*** Source material ***

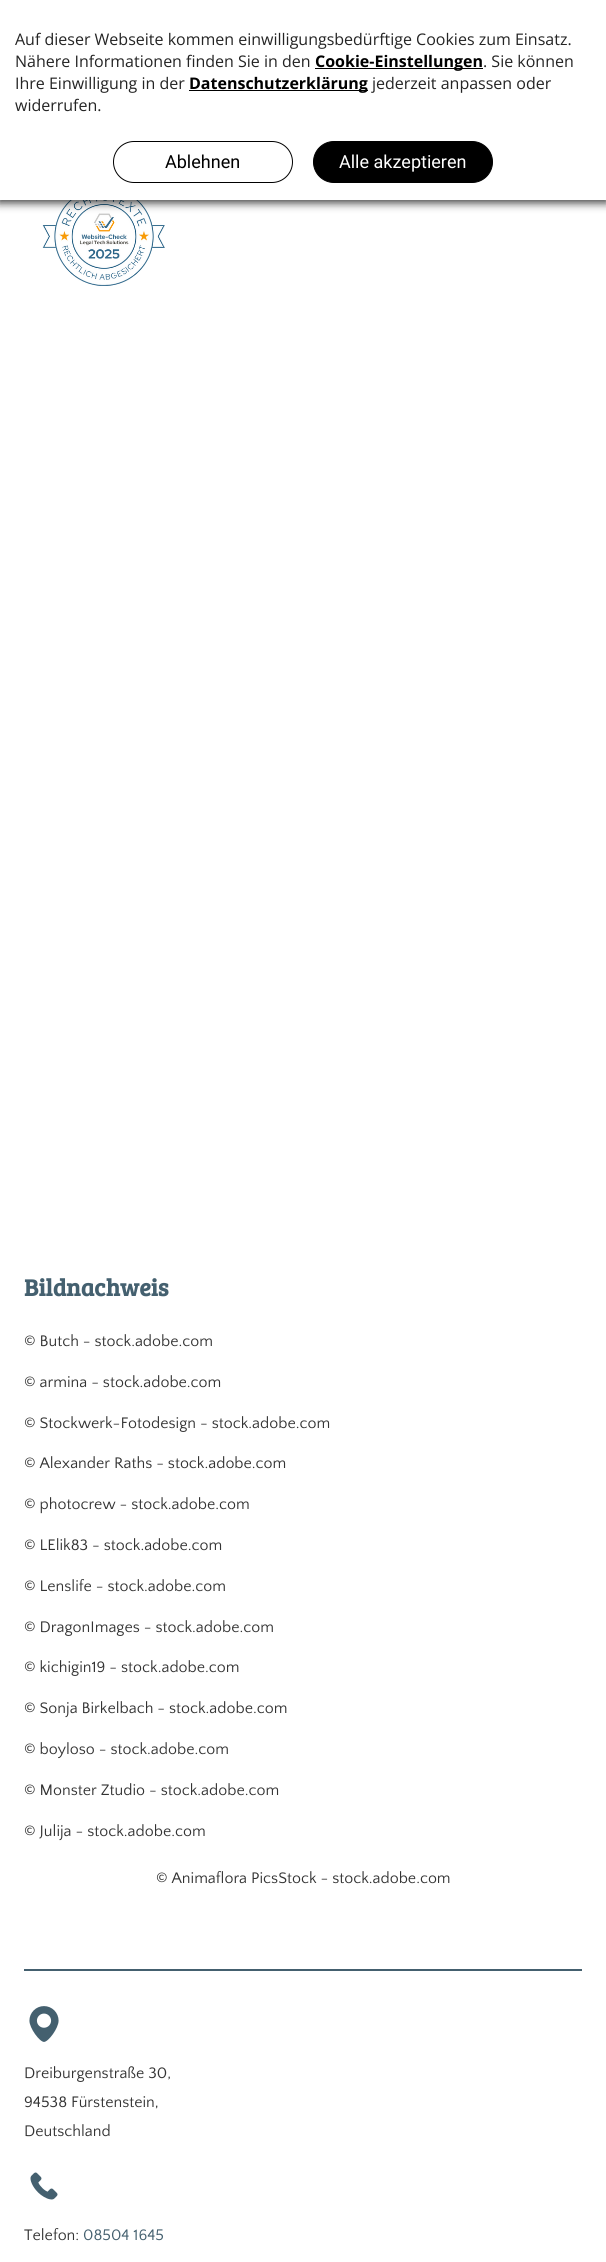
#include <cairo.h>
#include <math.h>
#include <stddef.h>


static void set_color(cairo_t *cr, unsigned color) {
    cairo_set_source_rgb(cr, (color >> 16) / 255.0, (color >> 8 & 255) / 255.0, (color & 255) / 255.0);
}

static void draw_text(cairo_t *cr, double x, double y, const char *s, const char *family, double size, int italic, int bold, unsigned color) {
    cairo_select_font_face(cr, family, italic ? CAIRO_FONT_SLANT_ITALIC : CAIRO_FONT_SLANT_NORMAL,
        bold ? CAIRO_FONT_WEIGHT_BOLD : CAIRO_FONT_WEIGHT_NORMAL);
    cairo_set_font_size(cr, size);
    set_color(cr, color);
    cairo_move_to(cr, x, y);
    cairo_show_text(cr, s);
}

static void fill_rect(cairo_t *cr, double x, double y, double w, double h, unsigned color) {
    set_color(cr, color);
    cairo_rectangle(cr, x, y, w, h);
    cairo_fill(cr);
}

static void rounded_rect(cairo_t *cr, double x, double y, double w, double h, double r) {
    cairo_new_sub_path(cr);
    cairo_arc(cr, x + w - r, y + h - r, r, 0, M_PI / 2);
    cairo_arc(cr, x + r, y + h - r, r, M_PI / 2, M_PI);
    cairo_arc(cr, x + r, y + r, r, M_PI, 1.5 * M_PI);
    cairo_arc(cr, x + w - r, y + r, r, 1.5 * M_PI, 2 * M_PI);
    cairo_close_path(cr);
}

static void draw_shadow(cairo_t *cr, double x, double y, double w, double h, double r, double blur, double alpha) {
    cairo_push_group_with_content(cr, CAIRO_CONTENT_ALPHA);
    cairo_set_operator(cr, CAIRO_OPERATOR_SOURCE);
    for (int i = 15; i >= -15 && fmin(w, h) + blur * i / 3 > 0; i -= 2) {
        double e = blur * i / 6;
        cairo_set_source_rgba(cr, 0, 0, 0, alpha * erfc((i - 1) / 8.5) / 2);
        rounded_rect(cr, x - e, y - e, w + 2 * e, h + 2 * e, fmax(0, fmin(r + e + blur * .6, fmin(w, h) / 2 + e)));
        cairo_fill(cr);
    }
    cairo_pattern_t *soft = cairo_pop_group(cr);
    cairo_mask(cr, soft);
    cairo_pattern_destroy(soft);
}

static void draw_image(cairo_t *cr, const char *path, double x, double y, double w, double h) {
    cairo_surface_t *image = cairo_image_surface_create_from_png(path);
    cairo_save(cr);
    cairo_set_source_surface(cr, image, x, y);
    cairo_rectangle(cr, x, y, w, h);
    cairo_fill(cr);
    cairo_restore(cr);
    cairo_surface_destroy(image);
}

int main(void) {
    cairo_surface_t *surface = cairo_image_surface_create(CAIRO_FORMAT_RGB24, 606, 2262);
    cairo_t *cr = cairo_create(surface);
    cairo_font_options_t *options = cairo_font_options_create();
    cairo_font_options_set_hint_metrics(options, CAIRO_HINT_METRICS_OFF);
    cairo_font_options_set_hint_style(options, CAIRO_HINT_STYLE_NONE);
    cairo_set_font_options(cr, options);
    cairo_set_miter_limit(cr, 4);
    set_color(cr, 0xFFFFFF);
    cairo_paint(cr);
    draw_image(cr, "assets/img1.png", 42, 200, 123, 86);
    set_color(cr, 0x000000);
    draw_shadow(cr, -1, 1, 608, 202, 0, 4.5, 0.75);
    fill_rect(cr, 0, 0, 606, 200, 0xFFFFFF);
    draw_text(cr, 15, 45, "Auf dieser Webseite kommen einwilligungsbedürftige Cookies zum Einsatz.", "Open Sans", 16, 0, 0, 0x242424);
    draw_text(cr, 15, 67, "Nähere Informationen finden Sie in den", "Open Sans", 16, 0, 0, 0x242424);
    fill_rect(cr, 315, 68, 168, 1, 0x000000);
    draw_text(cr, 315, 67, "Cookie-Einstellungen", "Open Sans", 16, 0, 1, 0x000000);
    draw_text(cr, 483, 67, ". Sie können", "Open Sans", 16, 0, 0, 0x242424);
    draw_text(cr, 15, 89, "Ihre Einwilligung in der", "Open Sans", 16, 0, 0, 0x242424);
    fill_rect(cr, 189, 90, 179, 1, 0x000000);
    draw_text(cr, 189, 89, "Datenschutzerklärung", "Open Sans", 16, 0, 1, 0x000000);
    draw_text(cr, 372, 89, "jederzeit anpassen oder", "Open Sans", 16, 0, 0, 0x242424);
    draw_text(cr, 15, 111, "widerrufen.", "Open Sans", 16, 0, 0, 0x242424);
    rounded_rect(cr, 113.5, 141.5, 179, 41, 20.5);
    set_color(cr, 0x000000);
    cairo_set_line_width(cr, 1);
    cairo_stroke(cr);
    draw_text(cr, 165, 168, "Ablehnen", "Roboto", 18, 0, 0, 0x000000);
    rounded_rect(cr, 313.5, 141.5, 179, 41, 20.5);
    cairo_fill_preserve(cr);
    cairo_stroke(cr);
    draw_text(cr, 339, 168, "Alle akzeptieren", "Roboto", 18, 0, 0, 0xFFFFFF);
    draw_text(cr, 24, 1296, "Bildnachweis", "Bree Serif", 24, 0, 1, 0x44606F);
    draw_text(cr, 24, 1346, "© Butch - stock.adobe.com", "Quattrocento Sans", 16, 0, 0, 0x333333);
    draw_text(cr, 24, 1387, "© armina - stock.adobe.com", "Quattrocento Sans", 16, 0, 0, 0x333333);
    draw_text(cr, 24, 1428, "© Stockwerk-Fotodesign - stock.adobe.com", "Quattrocento Sans", 16, 0, 0, 0x333333);
    draw_text(cr, 24, 1468, "© Alexander Raths - stock.adobe.com", "Quattrocento Sans", 16, 0, 0, 0x333333);
    draw_text(cr, 24, 1509, "© photocrew - stock.adobe.com", "Quattrocento Sans", 16, 0, 0, 0x333333);
    draw_text(cr, 24, 1550, "© LElik83 - stock.adobe.com", "Quattrocento Sans", 16, 0, 0, 0x333333);
    draw_text(cr, 24, 1591, "© Lenslife - stock.adobe.com", "Quattrocento Sans", 16, 0, 0, 0x333333);
    draw_text(cr, 24, 1632, "© DragonImages - stock.adobe.com", "Quattrocento Sans", 16, 0, 0, 0x333333);
    draw_text(cr, 24, 1672, "© kichigin19 - stock.adobe.com", "Quattrocento Sans", 16, 0, 0, 0x333333);
    draw_text(cr, 24, 1713, "© Sonja Birkelbach - stock.adobe.com", "Quattrocento Sans", 16, 0, 0, 0x333333);
    draw_text(cr, 24, 1754, "© boyloso - stock.adobe.com", "Quattrocento Sans", 16, 0, 0, 0x333333);
    draw_text(cr, 24, 1795, "© Monster Ztudio - stock.adobe.com", "Quattrocento Sans", 16, 0, 0, 0x333333);
    draw_text(cr, 24, 1836, "© Julija - stock.adobe.com", "Quattrocento Sans", 16, 0, 0, 0x333333);
    draw_text(cr, 156, 1883, "© Animaflora PicsStock - stock.adobe.com", "Quattrocento Sans", 16, 0, 0, 0x333333);
    fill_rect(cr, 24, 1969, 558, 2, 0x44606F);
    draw_image(cr, "assets/img2.png", 29, 2006, 30, 36);
    draw_text(cr, 24, 2078, "Dreiburgenstraße 30,", "Quattrocento Sans", 16, 0, 0, 0x333333);
    draw_text(cr, 24, 2107, "94538 Fürstenstein,", "Quattrocento Sans", 16, 0, 0, 0x333333);
    draw_text(cr, 24, 2136, "Deutschland", "Quattrocento Sans", 16, 0, 0, 0x333333);
    draw_image(cr, "assets/img3.png", 30, 2172, 28, 28);
    draw_text(cr, 24, 2240, "Telefon:", "Quattrocento Sans", 16, 0, 0, 0x333333);
    draw_text(cr, 83, 2240, "08504 1645", "Quattrocento Sans", 16, 0, 0, 0x44606F);
    cairo_surface_write_to_png(surface, "output.png");
    cairo_font_options_destroy(options);
    cairo_destroy(cr);
    cairo_surface_destroy(surface);
    return 0;
}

*** End of Source material ***

▶ **Task brief**: In the entries above, the lines between the one holding "cairo_set_font_options(cr, options);" and the one holding "cairo_set_miter_limit(cr, 4);", inclusive, are to be printed exactly as written, and those alone.

▶ **Solution**:
    cairo_set_font_options(cr, options);
    cairo_set_miter_limit(cr, 4);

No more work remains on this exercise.